PROBLEM TO SOLVE:
Within the records that follow, count the lines containing the string "Turn". Reply only with the count.

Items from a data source
....

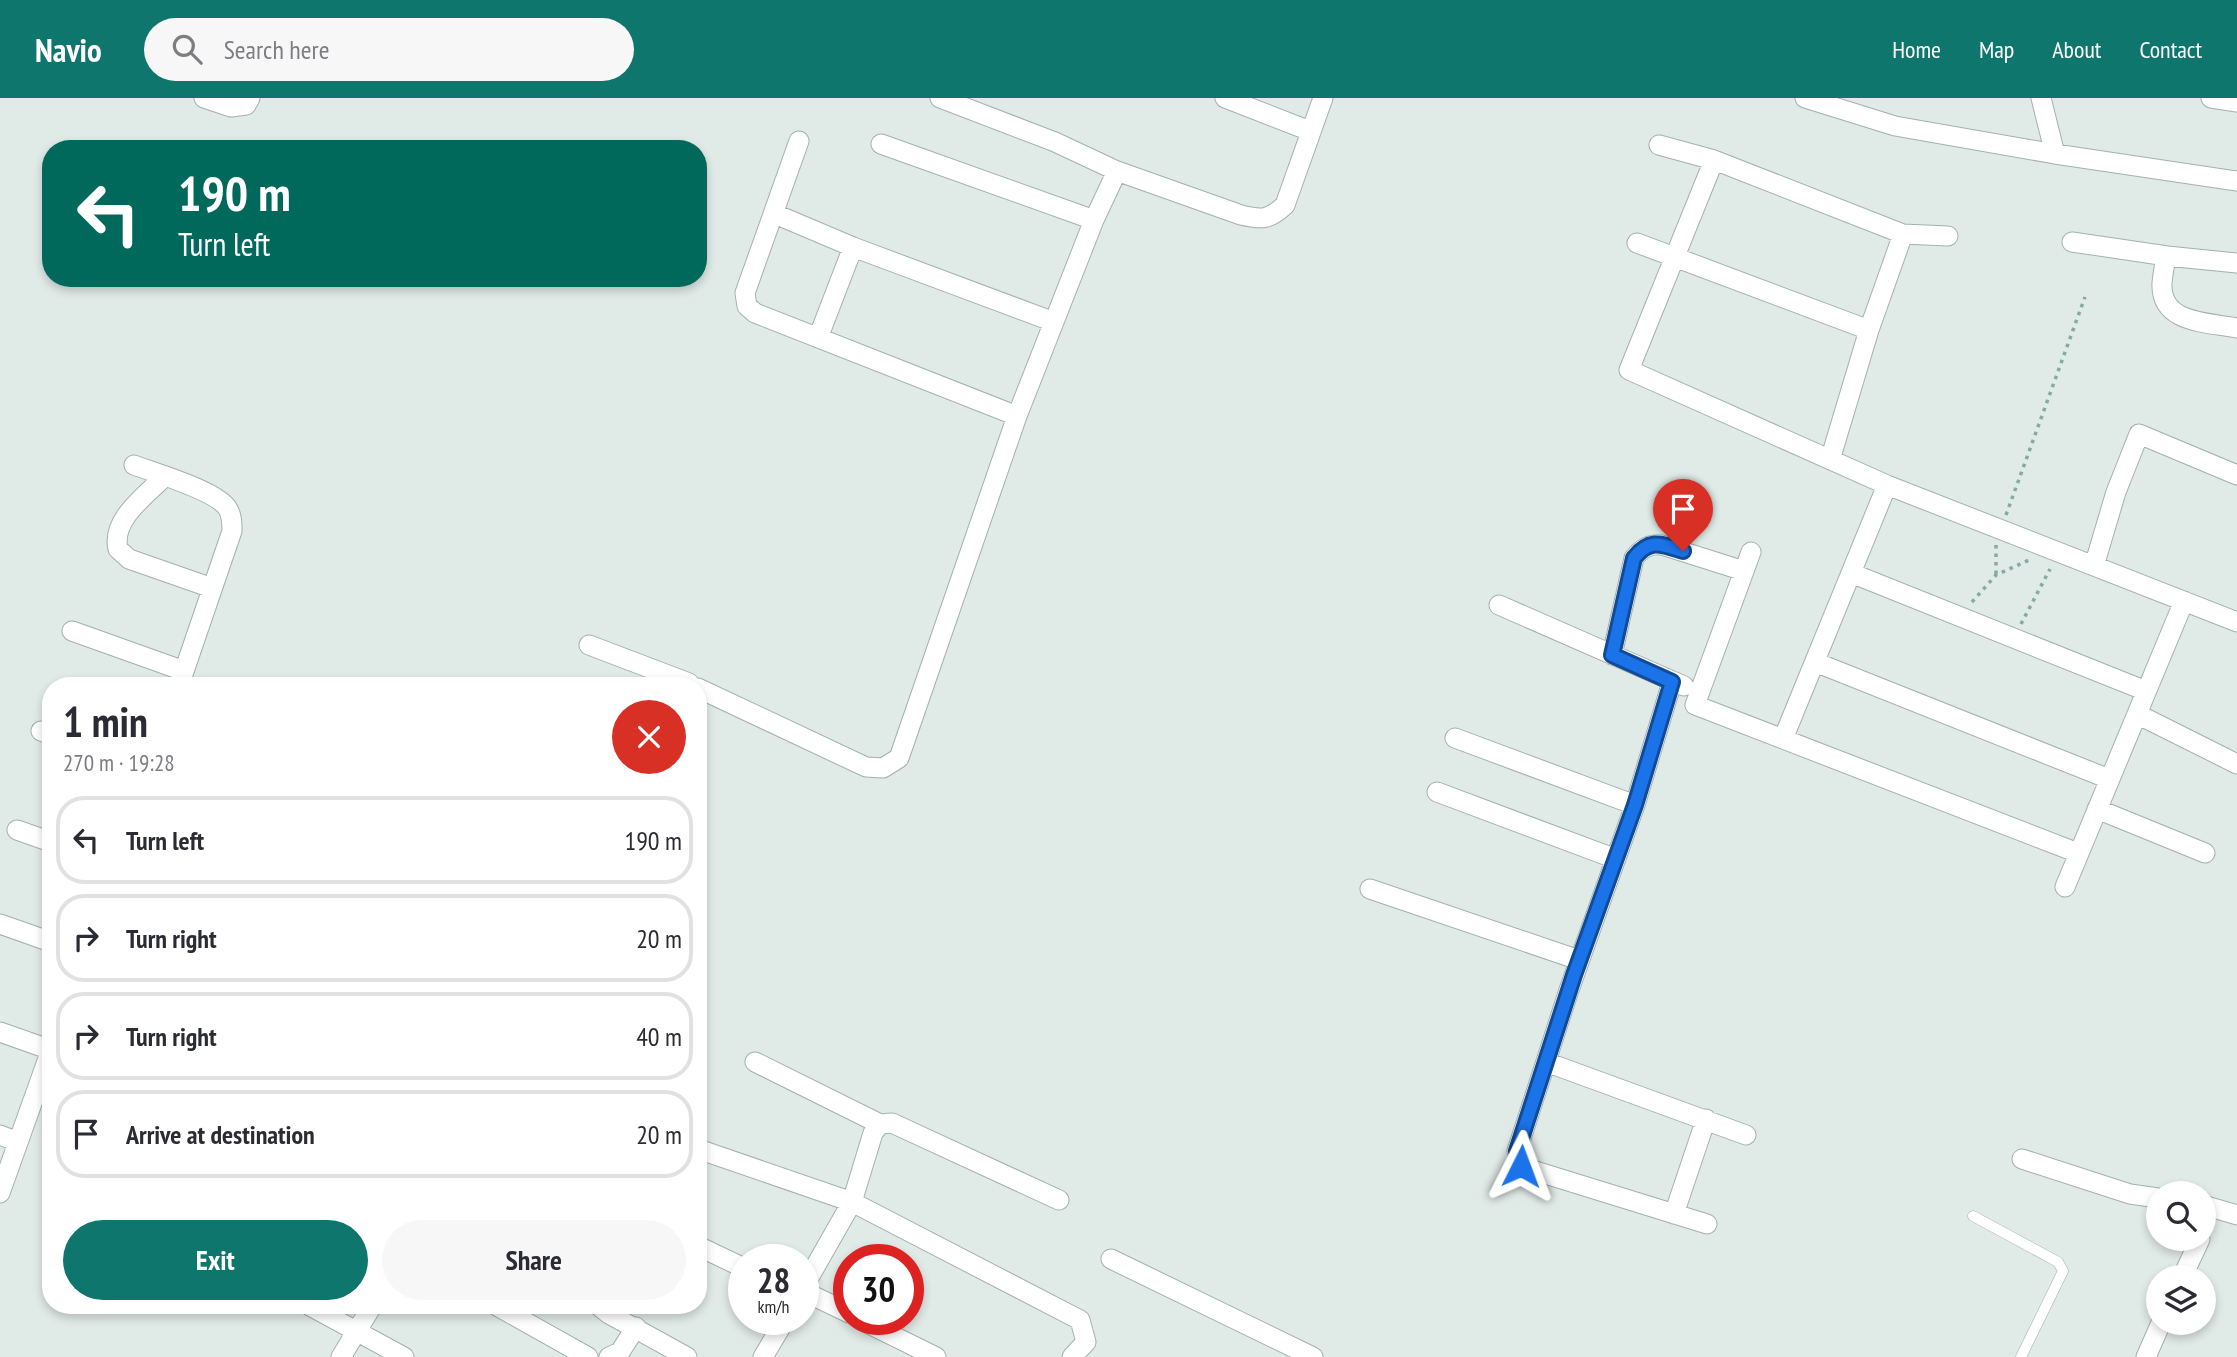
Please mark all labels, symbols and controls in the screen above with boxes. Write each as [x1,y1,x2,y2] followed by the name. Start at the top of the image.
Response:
[144,18,634,81] search box
[35,28,102,71] text: Navio
[168,30,206,68] icon: search
[224,33,329,66] text: Search here
[1892,34,1941,65] text: Home
[1979,34,2014,65] text: Map
[2052,34,2101,65] text: About
[2139,34,2202,65] text: Contact
[178,161,291,225] text: 190 m
[63,168,154,259] icon: left
[178,223,270,265] text: Turn left
[1653,479,1713,551] pin
[1664,490,1702,528] icon: arrive
[63,694,148,749] text: 1 min
[612,700,686,774] button: close
[63,748,175,777] text: 270 m · 19:28
[67,821,105,859] icon: left
[126,824,204,857] text: Turn left
[624,824,682,857] text: 190 m
[67,919,105,957] icon: right
[126,922,217,955] text: Turn right
[636,922,682,955] text: 20 m
[67,1017,105,1055] icon: right
[126,1020,217,1053] text: Turn right
[636,1020,682,1053] text: 40 m
[67,1115,105,1153] icon: arrive
[126,1118,315,1151] text: Arrive at destination
[636,1118,682,1151] text: 20 m
[1484,1129,1558,1203] position arrow
[2146,1181,2216,1335] map controls
[2146,1181,2216,1251] button: search
[63,1220,368,1300] button: Exit
[382,1220,686,1300] button: Share
[833,1244,924,1335] speed limit sign: 30
[757,1257,790,1303] text: 28
[2146,1265,2216,1335] button: layers
[758,1295,789,1318] text: km/h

....

THE COMPLETED TASK:
4